▶ _WHAT YOU WILL DO_
Count how many lines below include the word "Teniente". Answer with a number only.

▶ _Dataset items_
........
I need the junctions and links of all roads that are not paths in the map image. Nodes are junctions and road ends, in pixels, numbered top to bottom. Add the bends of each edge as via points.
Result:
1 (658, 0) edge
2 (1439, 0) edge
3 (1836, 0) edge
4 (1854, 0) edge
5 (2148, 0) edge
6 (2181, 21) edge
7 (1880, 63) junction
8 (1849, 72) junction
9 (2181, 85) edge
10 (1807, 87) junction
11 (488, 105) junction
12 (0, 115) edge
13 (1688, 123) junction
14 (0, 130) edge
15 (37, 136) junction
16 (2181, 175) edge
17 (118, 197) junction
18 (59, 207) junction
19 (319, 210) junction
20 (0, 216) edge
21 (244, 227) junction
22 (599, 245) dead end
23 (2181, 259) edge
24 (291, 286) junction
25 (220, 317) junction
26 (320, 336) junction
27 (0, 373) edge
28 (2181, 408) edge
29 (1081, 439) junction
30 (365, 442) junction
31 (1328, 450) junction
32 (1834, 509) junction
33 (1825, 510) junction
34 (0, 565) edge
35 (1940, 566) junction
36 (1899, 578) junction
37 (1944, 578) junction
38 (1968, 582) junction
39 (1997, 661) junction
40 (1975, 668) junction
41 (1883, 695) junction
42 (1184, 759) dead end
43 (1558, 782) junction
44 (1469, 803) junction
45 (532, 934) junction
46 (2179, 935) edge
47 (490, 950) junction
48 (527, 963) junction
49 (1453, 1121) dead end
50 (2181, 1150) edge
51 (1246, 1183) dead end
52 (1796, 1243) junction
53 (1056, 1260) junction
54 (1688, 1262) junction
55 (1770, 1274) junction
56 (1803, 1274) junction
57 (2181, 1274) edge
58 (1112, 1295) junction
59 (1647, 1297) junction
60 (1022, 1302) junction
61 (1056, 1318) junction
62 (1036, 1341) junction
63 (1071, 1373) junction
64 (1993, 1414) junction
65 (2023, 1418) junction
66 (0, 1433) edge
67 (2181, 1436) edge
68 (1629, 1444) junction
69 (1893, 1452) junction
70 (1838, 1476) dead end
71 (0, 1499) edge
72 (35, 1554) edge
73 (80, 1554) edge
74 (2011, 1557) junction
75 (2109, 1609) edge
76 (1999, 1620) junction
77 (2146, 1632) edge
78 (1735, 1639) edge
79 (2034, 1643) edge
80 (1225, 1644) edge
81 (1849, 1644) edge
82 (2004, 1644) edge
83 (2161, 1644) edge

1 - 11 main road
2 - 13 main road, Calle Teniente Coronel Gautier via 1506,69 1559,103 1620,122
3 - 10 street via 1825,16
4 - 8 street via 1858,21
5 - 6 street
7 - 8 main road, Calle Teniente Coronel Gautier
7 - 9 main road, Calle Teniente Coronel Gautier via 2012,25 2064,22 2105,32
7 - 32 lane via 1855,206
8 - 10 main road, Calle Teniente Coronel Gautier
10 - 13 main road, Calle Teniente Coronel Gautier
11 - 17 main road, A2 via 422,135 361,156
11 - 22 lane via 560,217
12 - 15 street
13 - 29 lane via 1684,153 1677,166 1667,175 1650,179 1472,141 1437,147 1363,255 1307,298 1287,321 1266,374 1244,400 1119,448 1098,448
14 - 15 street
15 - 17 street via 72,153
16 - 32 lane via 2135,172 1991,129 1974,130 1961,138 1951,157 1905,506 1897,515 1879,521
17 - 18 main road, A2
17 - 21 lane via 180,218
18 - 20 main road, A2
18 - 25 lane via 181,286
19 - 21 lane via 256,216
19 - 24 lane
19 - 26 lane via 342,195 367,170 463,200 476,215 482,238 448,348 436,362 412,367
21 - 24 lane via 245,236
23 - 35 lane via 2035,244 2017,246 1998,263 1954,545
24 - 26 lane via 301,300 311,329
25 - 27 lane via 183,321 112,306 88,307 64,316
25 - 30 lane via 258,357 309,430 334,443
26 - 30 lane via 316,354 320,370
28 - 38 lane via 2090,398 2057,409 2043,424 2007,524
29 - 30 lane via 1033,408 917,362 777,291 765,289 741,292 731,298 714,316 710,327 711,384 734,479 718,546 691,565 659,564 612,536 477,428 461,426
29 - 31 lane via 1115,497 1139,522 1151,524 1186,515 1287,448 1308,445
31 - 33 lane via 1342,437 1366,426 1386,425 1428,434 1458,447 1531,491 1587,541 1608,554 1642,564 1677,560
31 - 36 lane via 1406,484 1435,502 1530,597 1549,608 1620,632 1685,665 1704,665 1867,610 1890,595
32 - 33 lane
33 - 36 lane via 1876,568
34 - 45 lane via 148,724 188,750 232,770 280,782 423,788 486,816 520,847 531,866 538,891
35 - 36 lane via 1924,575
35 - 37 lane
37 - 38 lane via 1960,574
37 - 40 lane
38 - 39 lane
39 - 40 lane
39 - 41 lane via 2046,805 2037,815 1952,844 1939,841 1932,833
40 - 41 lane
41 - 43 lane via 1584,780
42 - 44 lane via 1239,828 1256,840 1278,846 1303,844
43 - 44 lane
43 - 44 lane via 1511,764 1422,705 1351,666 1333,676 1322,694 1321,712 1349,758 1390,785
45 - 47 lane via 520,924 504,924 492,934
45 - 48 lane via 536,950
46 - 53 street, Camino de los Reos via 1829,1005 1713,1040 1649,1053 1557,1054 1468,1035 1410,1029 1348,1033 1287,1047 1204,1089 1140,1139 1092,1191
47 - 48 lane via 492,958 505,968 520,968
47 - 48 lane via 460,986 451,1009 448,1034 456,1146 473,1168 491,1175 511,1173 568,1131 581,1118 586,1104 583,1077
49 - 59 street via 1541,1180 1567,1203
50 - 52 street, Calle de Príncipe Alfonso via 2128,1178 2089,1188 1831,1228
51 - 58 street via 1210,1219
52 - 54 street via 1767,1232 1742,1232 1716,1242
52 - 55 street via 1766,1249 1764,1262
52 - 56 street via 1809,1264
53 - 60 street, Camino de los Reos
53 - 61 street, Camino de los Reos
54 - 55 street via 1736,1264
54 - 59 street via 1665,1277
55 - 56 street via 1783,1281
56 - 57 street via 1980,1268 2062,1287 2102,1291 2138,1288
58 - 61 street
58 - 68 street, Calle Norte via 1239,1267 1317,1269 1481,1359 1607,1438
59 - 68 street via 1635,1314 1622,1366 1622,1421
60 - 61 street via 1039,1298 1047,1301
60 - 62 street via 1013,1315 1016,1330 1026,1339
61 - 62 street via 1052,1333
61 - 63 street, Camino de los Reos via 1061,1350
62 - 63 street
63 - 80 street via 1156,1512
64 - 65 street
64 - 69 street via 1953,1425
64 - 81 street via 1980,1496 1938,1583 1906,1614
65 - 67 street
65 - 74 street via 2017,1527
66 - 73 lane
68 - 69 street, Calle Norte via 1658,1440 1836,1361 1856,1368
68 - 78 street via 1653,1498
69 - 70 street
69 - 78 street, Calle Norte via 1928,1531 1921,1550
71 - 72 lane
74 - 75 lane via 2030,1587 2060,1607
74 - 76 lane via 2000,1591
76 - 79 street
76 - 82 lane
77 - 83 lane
........
▶ _SOLUTION FOR THIS TASK_
5